Sugar snap peas and fresh cucumber give Ben Mims’ Crunchy and Spicy Green Potato Salad a more robust crunch factor than most potato salads while the zhoug-inspired dressing lends the dish a dimension of heat and distinctive flavor. Rodney Scott’s more traditional Potato Salad features the familiar sweet-spicy-sour interplay of sweet relish, mustard and mayonnaise and the delicate crunch of finely chopped celery and red onion to contrast with the softness of the potatoes. Somewhere between the two, Spring Potato Salad With Green Garlic Dressing relies on leafy greens and fresh herbs for contrasting texture and to delicately flavor the gently boiled potatoes. If you can’t find green garlic or garlic scapes for the green dressing of the spring potato salad, a few scallions and a small clove of garlic will lend a similar flavor.

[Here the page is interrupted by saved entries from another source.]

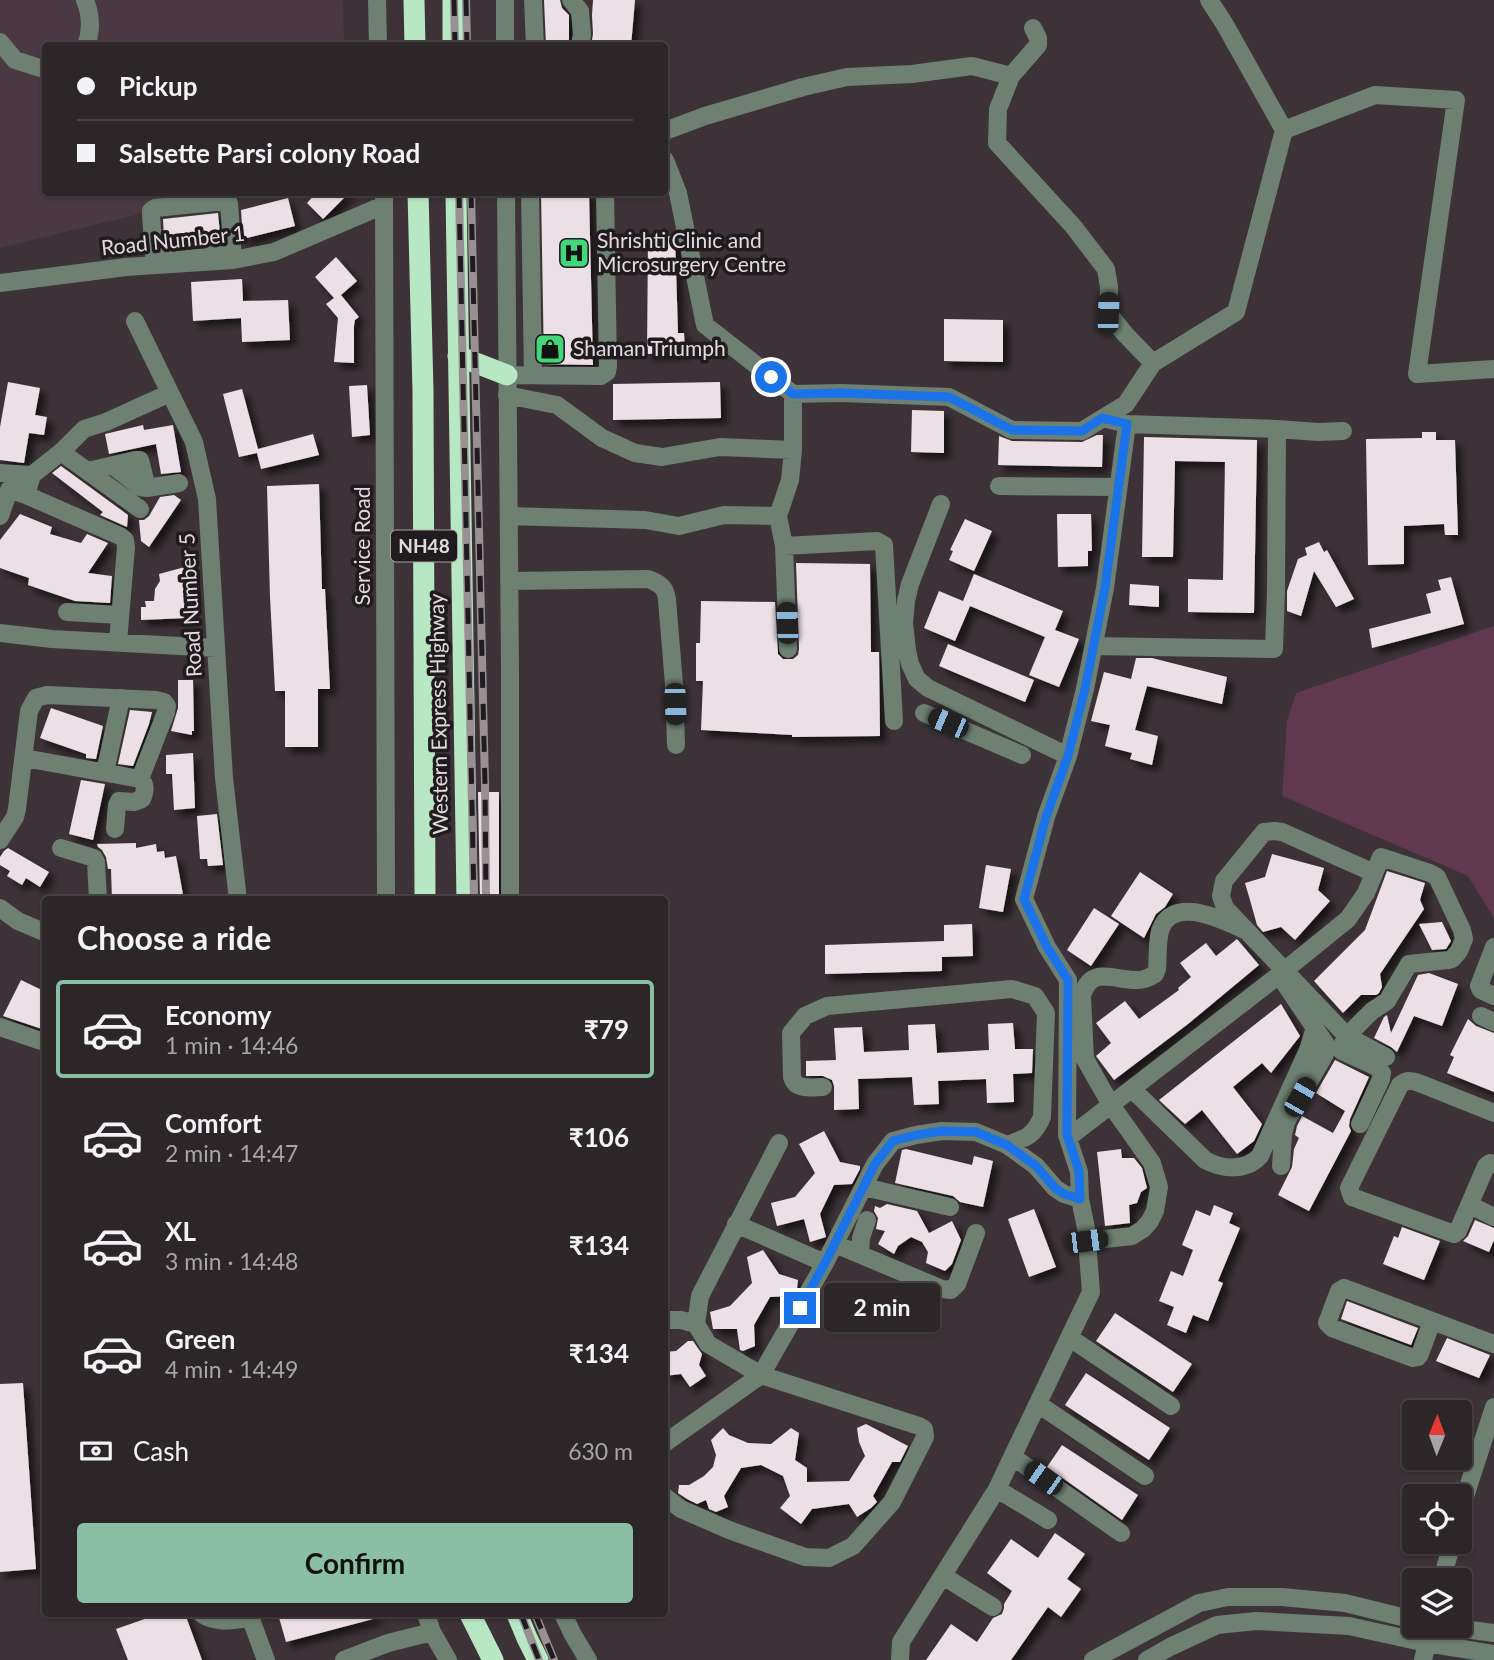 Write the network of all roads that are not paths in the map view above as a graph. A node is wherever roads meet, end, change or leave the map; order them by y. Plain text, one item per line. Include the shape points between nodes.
1 (85, 0) edge
2 (377, 0) edge
3 (414, 0) edge
4 (453, 0) edge
5 (505, 0) edge
6 (533, 0) edge
7 (571, 0) edge
8 (1209, 0) edge
9 (1033, 28) dead end
10 (0, 42) edge
11 (87, 42) edge
12 (378, 42) edge
13 (415, 42) edge
14 (453, 42) edge
15 (505, 42) edge
16 (535, 42) edge
17 (580, 42) edge
18 (42, 68) edge
19 (1011, 76) junction
20 (668, 130) edge
21 (1284, 130) junction
22 (668, 168) edge
23 (418, 196) edge
24 (456, 196) edge
25 (506, 196) edge
26 (530, 196) edge
27 (605, 196) edge
28 (384, 199) edge
29 (232, 252) junction
30 (154, 258) junction
31 (0, 283) edge
32 (135, 321) dead end
33 (458, 356) junction
34 (1153, 363) junction
35 (1494, 369) edge
36 (533, 375) junction
37 (507, 385) junction
38 (170, 393) junction
39 (793, 394) junction
40 (1102, 418) junction
41 (1127, 424) junction
42 (1277, 429) junction
43 (1343, 431) dead end
44 (793, 450) junction
45 (61, 452) junction
46 (88, 471) junction
47 (0, 473) edge
48 (32, 475) junction
49 (179, 483) dead end
50 (999, 486) dead end
51 (1118, 487) junction
52 (26, 495) junction
53 (941, 505) dead end
54 (140, 509) dead end
55 (0, 516) edge
56 (509, 516) junction
57 (778, 516) junction
58 (785, 546) junction
59 (509, 581) junction
60 (67, 611) dead end
61 (120, 615) junction
62 (0, 633) edge
63 (118, 642) junction
64 (1094, 646) junction
65 (216, 648) junction
66 (788, 649) dead end
67 (121, 698) junction
68 (924, 713) dead end
69 (980, 713) junction
70 (894, 721) dead end
71 (971, 733) junction
72 (676, 745) dead end
73 (1022, 755) dead end
74 (1068, 756) junction
75 (24, 758) junction
76 (105, 772) junction
77 (141, 779) junction
78 (115, 828) dead end
79 (0, 840) edge
80 (61, 848) dead end
81 (1374, 873) junction
82 (98, 896) edge
83 (238, 896) edge
84 (386, 896) edge
85 (425, 896) edge
86 (467, 896) edge
87 (510, 896) edge
88 (0, 908) edge
89 (42, 931) edge
90 (1247, 931) junction
91 (1494, 947) edge
92 (1282, 973) junction
93 (1494, 996) edge
94 (0, 1027) edge
95 (1315, 1027) junction
96 (1347, 1036) junction
97 (42, 1041) edge
98 (1386, 1057) dead end
99 (823, 1087) dead end
100 (1132, 1089) junction
101 (1111, 1105) junction
102 (1494, 1113) edge
103 (1360, 1124) dead end
104 (1068, 1138) junction
105 (779, 1143) dead end
106 (1007, 1145) junction
107 (1494, 1164) edge
108 (1281, 1166) dead end
109 (1494, 1172) edge
110 (864, 1187) junction
111 (1080, 1199) junction
112 (950, 1208) dead end
113 (1494, 1217) edge
114 (867, 1220) dead end
115 (736, 1224) junction
116 (976, 1233) dead end
117 (1087, 1241) junction
118 (835, 1244) junction
119 (860, 1254) junction
120 (825, 1263) junction
121 (668, 1320) edge
122 (1432, 1321) junction
123 (696, 1324) junction
124 (1070, 1338) junction
125 (1494, 1344) edge
126 (761, 1375) junction
127 (1038, 1404) junction
128 (1171, 1406) dead end
129 (1494, 1407) edge
130 (668, 1441) edge
131 (1013, 1457) junction
132 (1145, 1476) dead end
133 (1469, 1484) edge
134 (997, 1489) junction
135 (668, 1499) edge
136 (1048, 1520) dead end
137 (1121, 1533) dead end
138 (943, 1576) junction
139 (993, 1607) dead end
140 (206, 1617) edge
141 (244, 1617) edge
142 (249, 1617) edge
143 (427, 1617) edge
144 (472, 1617) edge
145 (518, 1617) edge
146 (565, 1617) edge
147 (1402, 1617) edge
148 (1472, 1630) edge
149 (432, 1632) junction
150 (1494, 1633) edge
151 (1427, 1643) edge
152 (1494, 1654) edge
153 (266, 1660) edge
154 (344, 1660) edge
155 (448, 1660) edge
156 (493, 1660) edge
157 (538, 1660) edge
158 (588, 1660) edge
159 (900, 1660) edge
160 (1093, 1660) edge
161 (1147, 1660) edge

1 - 11 street via 91,26
2 - 12 street
3 - 13 highway
4 - 14 highway
5 - 15 street
6 - 16 street
7 - 17 street via 580,11
8 - 21 street
9 - 19 street via 1038,45
10 - 18 street via 15,60
19 - 20 street via 972,66 847,78 803,87
19 - 34 street via 998,109 998,143 1107,269 1108,313
21 - 34 street via 1236,312
21 - 35 street via 1374,95 1456,100 1417,374
22 - 39 street via 678,193 705,325
23 - 85 highway, Western Express Highway / NH48 via 424,404
24 - 33 highway, Western Express Highway / NH48
25 - 37 street
26 - 36 street
27 - 36 street via 607,372 601,376
28 - 29 street, Road Number 1 via 274,252
28 - 84 street, Service Road
29 - 30 street, Road Number 1
29 - 30 street via 229,204 225,201 153,209
30 - 31 street, Road Number 1 via 126,267
32 - 38 street, Road Number 5
33 - 37 highway
33 - 86 highway, Western Express Highway / NH48
34 - 40 street via 1126,404
36 - 37 street
37 - 44 street via 557,405 602,438 635,453 662,457 720,447
37 - 56 street
38 - 45 street via 84,429
38 - 65 street, Road Number 5 via 194,442 207,499
39 - 40 street via 949,397 1012,430 1082,431
39 - 44 street
40 - 41 street
41 - 42 street
41 - 51 street
42 - 43 street
42 - 64 street via 1274,649
44 - 57 street via 790,480
45 - 46 street
45 - 48 street
46 - 49 street via 140,460 147,488
46 - 54 street
47 - 48 street
48 - 52 street
50 - 51 street
51 - 64 street
52 - 55 street via 9,490
52 - 61 street via 123,538
53 - 69 street via 910,584 904,623 906,650 917,679
56 - 57 street via 645,520 679,526 724,515
56 - 59 street
57 - 58 street
58 - 66 street
58 - 70 street via 877,541 884,545
59 - 72 street via 648,579 663,587
59 - 87 street
60 - 61 street
61 - 63 street
62 - 63 street
63 - 65 street
64 - 74 street
65 - 83 street, Road Number 5
67 - 75 street via 36,698 29,711
67 - 76 street
67 - 77 street via 156,700 167,706
68 - 71 street
69 - 71 street
69 - 74 street
71 - 73 street
74 - 104 street via 1024,899 1068,980
75 - 76 street
75 - 79 street via 15,817
76 - 77 street
77 - 78 street via 145,788 142,799 119,801
80 - 82 street via 94,858
81 - 90 street via 1282,832 1264,832 1224,881 1222,890 1224,908
81 - 92 street via 1348,919
81 - 96 street via 1381,857 1434,875 1464,939 1452,959 1407,967 1387,1001
88 - 89 street
90 - 92 street
90 - 101 street via 1184,911 1167,919 1160,931 1157,969 1150,977 1107,976 1087,983 1082,996 1085,1059
91 - 93 street via 1479,984
92 - 95 street
92 - 96 street
92 - 100 street
94 - 97 street
95 - 100 street via 1261,1156 1242,1167 1223,1167 1205,1160
95 - 108 street via 1326,1051 1286,1122
96 - 98 street
96 - 103 street via 1341,1050 1382,1073
99 - 106 street via 794,1083 791,1033 805,1016 827,1006 1012,989 1035,996 1046,1013 1042,1117 1036,1130
100 - 101 street
101 - 104 street
101 - 117 street via 1152,1163 1159,1187 1157,1200 1150,1221 1132,1236
102 - 107 street via 1404,1081 1349,1191 1352,1197 1454,1234 1486,1166
104 - 111 street via 1079,1171
105 - 115 street
106 - 110 street via 976,1132 942,1131 893,1141
106 - 111 street via 1036,1166 1055,1188
109 - 113 street via 1476,1210
110 - 112 street
110 - 118 street
111 - 117 street
114 - 119 street
115 - 120 street
115 - 123 street via 700,1296
116 - 119 street via 951,1290
117 - 124 street via 1091,1292
118 - 119 street
118 - 120 street
120 - 126 street
121 - 123 street
122 - 122 street via 1420,1354 1413,1358 1327,1323 1344,1288
122 - 125 street
123 - 126 street via 708,1344
124 - 127 street
124 - 128 street
126 - 130 street
126 - 135 street via 924,1429 925,1437 892,1502 853,1546 829,1558 805,1557 729,1530
127 - 131 street
127 - 132 street
129 - 133 street
131 - 134 street
131 - 137 street
134 - 136 street
134 - 138 street
138 - 139 street
138 - 159 street via 901,1642
140 - 141 street via 225,1621
142 - 153 street
143 - 149 street
144 - 156 highway
145 - 157 highway
146 - 158 street
147 - 160 street via 1345,1603 1228,1597 1199,1603
148 - 150 street
149 - 154 street
149 - 155 street
151 - 152 street
151 - 161 street via 1349,1626 1256,1621 1217,1625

One great thing about pasta salads is that you can usually prepare the other components while waiting for the water to boil and then for the pasta to cook, which means that you can likely prepare that meal in 30 minutes or less. If tahini is one of your new favorite condiments, check out Ali Slagle’s Tahini-Herb Pasta Salad, which uses it as a base for the dressing. Teeming with fresh herbs and tangy from freshly squeezed lemon juice, this is a quick, easy, flavor-packed dish. Quick-cooking orzo pasta allows Ben Mims’ Kale Pasta Salad With Parm And Smoked Almonds to come together in a mere 20 minutes. The hearty kale, speckled with tomatoes, radishes and cucumbers is a great backdrop for leftover meats or other vegetables that need repurposing. And feel free to substitute goat cheese or feta for the Parm.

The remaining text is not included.